Wczoraj około godziny 23 na terenie Bierutowa (powiat oleśnicki) zauważył pojazd marki Rover, który nie dostosował się do znaku „STOP”, a jego tor jazdy wzbudzał podejrzenie, że kierujący może być nietrzeźwy.
Policjanci włączyli sygnały świetlne i dźwiękowe, dając znak kierowcy do zatrzymania się. Kierujący tylko przyspieszył i zaczął uciekać ulicą Namysłowska w kierunku Namysłowa.
Funkcjonariusze drogą radiową poinformowali dyżurnego jednostki o zaistniałej sytuacji, nie tracąc z oczu uciekającego auta. Podczas pościgu policjanci wykonali manewr wyprzedzania, aby zatrzymać uciekający pojazd. Jednak w pewnej chwili młody kierujący uderzył swoim pojazdem w radiowóz, w wyniku czego stracił panowanie nad samochodem i wjechał do przydrożnego rowu.
Gdy policjanci zatrzymali się, zauważyli, że z auta znajdującego się w rowie wychodzi dwóch mężczyzn i zaczynają oddalać się pieszo.
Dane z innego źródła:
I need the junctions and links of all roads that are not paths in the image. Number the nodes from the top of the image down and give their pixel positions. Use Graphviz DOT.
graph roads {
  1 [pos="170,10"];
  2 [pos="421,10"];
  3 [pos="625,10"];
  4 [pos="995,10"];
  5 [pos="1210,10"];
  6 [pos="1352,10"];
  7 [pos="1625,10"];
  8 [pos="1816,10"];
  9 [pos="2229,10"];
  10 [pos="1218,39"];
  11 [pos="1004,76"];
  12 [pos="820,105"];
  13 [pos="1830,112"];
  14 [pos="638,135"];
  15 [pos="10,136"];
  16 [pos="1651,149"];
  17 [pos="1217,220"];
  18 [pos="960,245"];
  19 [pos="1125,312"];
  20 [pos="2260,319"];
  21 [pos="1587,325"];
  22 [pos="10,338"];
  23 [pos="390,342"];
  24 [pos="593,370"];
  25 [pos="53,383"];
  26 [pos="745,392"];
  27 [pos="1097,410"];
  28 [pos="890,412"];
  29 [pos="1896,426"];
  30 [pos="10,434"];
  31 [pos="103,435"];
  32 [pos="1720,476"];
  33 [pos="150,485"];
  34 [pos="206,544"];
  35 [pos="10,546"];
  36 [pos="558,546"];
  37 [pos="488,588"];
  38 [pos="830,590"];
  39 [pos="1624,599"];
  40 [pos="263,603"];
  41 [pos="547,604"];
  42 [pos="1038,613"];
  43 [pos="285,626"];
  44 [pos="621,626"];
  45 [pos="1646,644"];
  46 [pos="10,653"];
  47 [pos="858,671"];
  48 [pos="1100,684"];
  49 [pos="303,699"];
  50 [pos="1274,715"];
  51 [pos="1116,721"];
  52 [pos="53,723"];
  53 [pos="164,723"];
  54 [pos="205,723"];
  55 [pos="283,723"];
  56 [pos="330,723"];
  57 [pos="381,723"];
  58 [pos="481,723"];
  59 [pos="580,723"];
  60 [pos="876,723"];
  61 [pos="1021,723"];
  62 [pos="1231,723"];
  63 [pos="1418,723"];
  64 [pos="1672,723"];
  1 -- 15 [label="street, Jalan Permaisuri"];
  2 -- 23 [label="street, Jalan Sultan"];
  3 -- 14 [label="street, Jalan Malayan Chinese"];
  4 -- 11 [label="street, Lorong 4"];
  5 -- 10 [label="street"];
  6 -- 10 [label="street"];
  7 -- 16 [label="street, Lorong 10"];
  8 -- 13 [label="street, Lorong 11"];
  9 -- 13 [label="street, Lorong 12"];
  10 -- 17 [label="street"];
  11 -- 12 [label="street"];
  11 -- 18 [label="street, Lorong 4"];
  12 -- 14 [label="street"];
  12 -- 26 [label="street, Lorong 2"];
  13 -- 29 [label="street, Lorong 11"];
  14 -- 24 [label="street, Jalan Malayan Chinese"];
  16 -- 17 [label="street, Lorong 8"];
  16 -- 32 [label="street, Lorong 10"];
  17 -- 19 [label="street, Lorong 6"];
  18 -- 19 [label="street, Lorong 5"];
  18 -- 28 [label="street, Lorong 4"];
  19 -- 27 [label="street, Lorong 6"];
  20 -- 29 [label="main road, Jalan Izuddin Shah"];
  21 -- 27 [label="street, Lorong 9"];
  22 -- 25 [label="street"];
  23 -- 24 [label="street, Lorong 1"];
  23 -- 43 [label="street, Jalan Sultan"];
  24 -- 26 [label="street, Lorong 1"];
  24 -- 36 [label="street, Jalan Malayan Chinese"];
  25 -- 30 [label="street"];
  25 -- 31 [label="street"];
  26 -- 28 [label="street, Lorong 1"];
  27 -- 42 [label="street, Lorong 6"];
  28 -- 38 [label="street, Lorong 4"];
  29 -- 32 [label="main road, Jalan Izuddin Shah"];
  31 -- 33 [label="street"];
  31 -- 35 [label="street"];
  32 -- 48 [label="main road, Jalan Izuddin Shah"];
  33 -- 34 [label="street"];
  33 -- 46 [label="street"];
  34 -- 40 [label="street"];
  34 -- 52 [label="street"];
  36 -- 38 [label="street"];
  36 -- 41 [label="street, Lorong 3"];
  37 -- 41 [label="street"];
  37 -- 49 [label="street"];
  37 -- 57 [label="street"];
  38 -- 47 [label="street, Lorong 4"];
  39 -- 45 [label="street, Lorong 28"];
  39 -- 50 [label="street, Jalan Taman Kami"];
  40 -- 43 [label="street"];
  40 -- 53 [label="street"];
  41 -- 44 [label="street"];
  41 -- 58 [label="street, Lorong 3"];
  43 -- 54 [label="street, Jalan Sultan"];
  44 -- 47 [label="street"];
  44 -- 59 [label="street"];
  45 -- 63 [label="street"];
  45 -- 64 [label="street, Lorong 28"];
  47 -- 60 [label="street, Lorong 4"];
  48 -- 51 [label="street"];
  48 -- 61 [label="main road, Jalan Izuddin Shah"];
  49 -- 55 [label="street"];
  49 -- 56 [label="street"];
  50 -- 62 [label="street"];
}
Funkcjonariusze podjęli pościg pieszo, który szybko zakończył się zatrzymaniem uciekinierów. W trakcie czynności od zatrzymanych mężczyzn wyczuwalna była woń alkoholu.
Przebadano ich na zawartość alkoholu w wydychanym powietrzu - kierujący miał ponad dwa promile, natomiast pasażer ponad półtora promila. Ponadto po sprawdzeniu w systemie informatycznym okazało się, że 27-latek nie ma uprawnień do kierowania pojazdami. Mężczyzn zatrzymano i osadzono w policyjnym pomieszczeniu dla osób zatrzymanych.
Młody mieszkaniec gminy Bierutów za swój czyn odpowie przed sądem.